Macrorregiões/UF 2008 (%) 2009 (%) 2010 (%) 2011 (%) 2012 (%) 2013 (%)
Norte 60,85 90,00 94,57 91,34 91,15 94,39
Rondônia 62,66 91,77 95,65 93,50 92,83 96,74
Acre 67,78 98,29 97,61 91,49 82,87 95,61
Amazonas 62,19 98,32 98,74 95,23 97,29 95,98
Roraima 61,33 98,52 98,55 99,01 96,02 99,24
Pará 59,91 86,42 92,56 90,64 92,01 94,51
Amapá 58,22 96,42 96,75 96,11 95,83 98,72
Tocantins 59,29 84,90 92,65 83,35 78,40 86,13
Nordeste 60,81 92,62 94,14 93,08 92,26 95,07
Maranhão 61,26 94,45 97,19 97,24 95,97 97,50
Piauí 63,37 97,86 98,09 97,75 97,03 97,48
Ceará 60,59 96,17 97,34 96,21 93,44 97,27
Rio Grande do Norte 62,33 95,02 95,90 95,25 93,61 94,24
Paraíba 59,01 84,17 86,17 84,95 86,03 89,54
Pernambuco 58,94 90,17 93,58 91,22 89,66 93,78
Alagoas 59,93 93,36 93,33 90,25 88,55 92,53
Sergipe 63,86 92,19 96,14 95,45 95,60 96,33
Bahia 60,60 90,77 91,41 90,23 91,26 94,29
Sudeste 53,43 71,67 75,48 72,96 70,48 72,45
Minas Gerais 55,34 64,48 69,74 67,47 61,80 59,44
Espírito Santo 49,34 72,47 75,93 72,59 71,60 80,32
Rio de Janeiro 54,47 92,55 89,53 87,83 87,90 91,53
São Paulo 51,45 75,93 78,47 75,71 75,79 83,01
Sul 45,82 59,23 62,20 58,31 58,64 66,89
Paraná 48,28 60,73 61,96 58,29 57,83 66,30
Santa Catarina 33,27 41,06 49,59 42,43 45,05 53,47
Rio Grande do Sul 48,23 67,94 69,35 67,49 68,29 75,19
Centro-oeste 53,31 73,81 81,97 75,14 77,14 84,77
Mato Grosso do Sul 50,27 69,24 72,47 68,46 66,53 73,70
Mato Grosso 46,41 74,66 82,15 72,30 80,55 86,10
Goiás 59,78 76,91 86,67 82,90 83,17 89,09
Distrito Federal 39,53 50,38 65,33 38,82 61,59 87,29
Brasil 57,16 82,03 85,11 82,72 82,32 85,78

SISVAN: Sistema de Vigilância Alimentar e Nutricional.
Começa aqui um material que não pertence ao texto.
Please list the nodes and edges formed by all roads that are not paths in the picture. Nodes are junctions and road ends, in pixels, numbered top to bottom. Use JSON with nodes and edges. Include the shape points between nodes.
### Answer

A Tabela 5 mostra a Correlação de Spearman da cobertura total do SISVAN Web em relação às variáveis demográficas, socioeconômicas e de saúde nas UF em 2010.

Em 2010, o IDH-M e o PIB per capita das UF mostraram-se inversamente correlacionados à cobertura do acompanhamento do estado nutricional, e as coberturas de EqSF e ACS foram positivamente correlacionadas.
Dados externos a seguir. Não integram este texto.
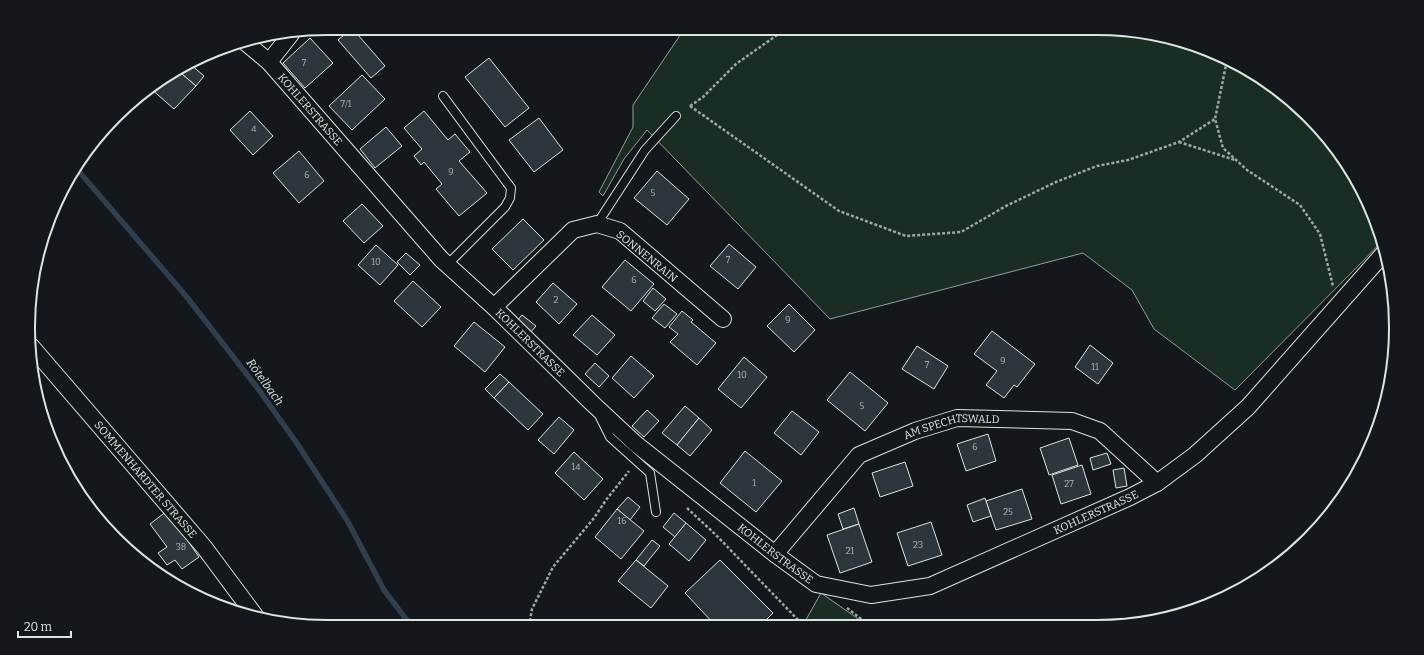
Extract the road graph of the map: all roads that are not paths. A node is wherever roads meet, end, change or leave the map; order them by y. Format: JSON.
{"nodes":[{"id":1,"x":288,"y":38,"type":"edge"},
{"id":2,"x":250,"y":46,"type":"edge"},
{"id":3,"x":269,"y":62,"type":"junction"},
{"id":4,"x":443,"y":96,"type":"dead end"},
{"id":5,"x":676,"y":116,"type":"road end"},
{"id":6,"x":597,"y":224,"type":"junction"},
{"id":7,"x":1380,"y":257,"type":"edge"},
{"id":8,"x":447,"y":265,"type":"junction"},
{"id":9,"x":494,"y":307,"type":"junction"},
{"id":10,"x":723,"y":319,"type":"dead end"},
{"id":11,"x":37,"y":353,"type":"edge"},
{"id":12,"x":593,"y":404,"type":"junction"},
{"id":13,"x":1157,"y":483,"type":"junction"},
{"id":14,"x":656,"y":512,"type":"dead end"},
{"id":15,"x":775,"y":554,"type":"junction"},
{"id":16,"x":250,"y":609,"type":"edge"}],
"edges":[{"from":1,"to":3,"type":"street"},
{"from":2,"to":3,"type":"street","name":"KOHLERSTRASSE"},
{"from":3,"to":8,"type":"street","name":"KOHLERSTRASSE"},
{"from":4,"to":8,"type":"lane"},
{"from":5,"to":6,"type":"lane"},
{"from":6,"to":9,"type":"street","name":"SONNENRAIN"},
{"from":6,"to":10,"type":"street","name":"SONNENRAIN"},
{"from":7,"to":13,"type":"street","name":"KOHLERSTRASSE"},
{"from":8,"to":9,"type":"street","name":"KOHLERSTRASSE"},
{"from":9,"to":12,"type":"street","name":"KOHLERSTRASSE"},
{"from":11,"to":16,"type":"street","name":"SOMMENHARDTER STRASSE"},
{"from":12,"to":14,"type":"lane"},
{"from":12,"to":15,"type":"street","name":"KOHLERSTRASSE"},
{"from":13,"to":15,"type":"street","name":"KOHLERSTRASSE"},
{"from":13,"to":15,"type":"street","name":"AM SPECHTSWALD"}]}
Tabela 5 Correlação de Spearman da cobertura da avaliação do estado nutricional no SISVAN Web em relação às variáveis demográficas, socioeconômicas e de saúde em 2010. 

Variáveis demográficas, socioeconômicas e de saúde Correlação de Spearman Valor de p
Cobertura do estado nutricional no SISVAN Web
População residente (habitantes) -0,1327 0,510
Densidade demográfica (habitantes/km²) -0,2338 0,240
IDH-M UF -0,8029 < 0,001
PIB per capita (R$) -0,8455 < 0,001
Cobertura de ACS 0,4481 0,019
Cobertura das equipes de saúde da família 0,5635 0,002
Nutricionistas na atenção básica -0,15 0,458
Nutricionistas no SUS -0,21 0,300

ACS: agentes comunitários de saúde; ESF: Estratégia Saúde da Família; IDH-M: Índice de Desenvolvimento Humano Municipal; PIB: Produto Interno Bruto; SISVAN: Sistema de Vigilância Alimentar e Nutricional; SUS: Sistema Único de Saúde; UF: Unidades da Federação.

Discussão

A presença de cadastro e de utilização em mais de 99% dos municípios brasileiros mostra a vinculação formal ao sistema e a existência, em alguma medida, de alimentação do SISVAN Web com relação aos indicadores de acompanhamento nutricional. Em 2008, 50% dos municípios brasileiros já incluíam informações do SISVAN Web e 95% registravam dados antropométricos no SIGPBF 1.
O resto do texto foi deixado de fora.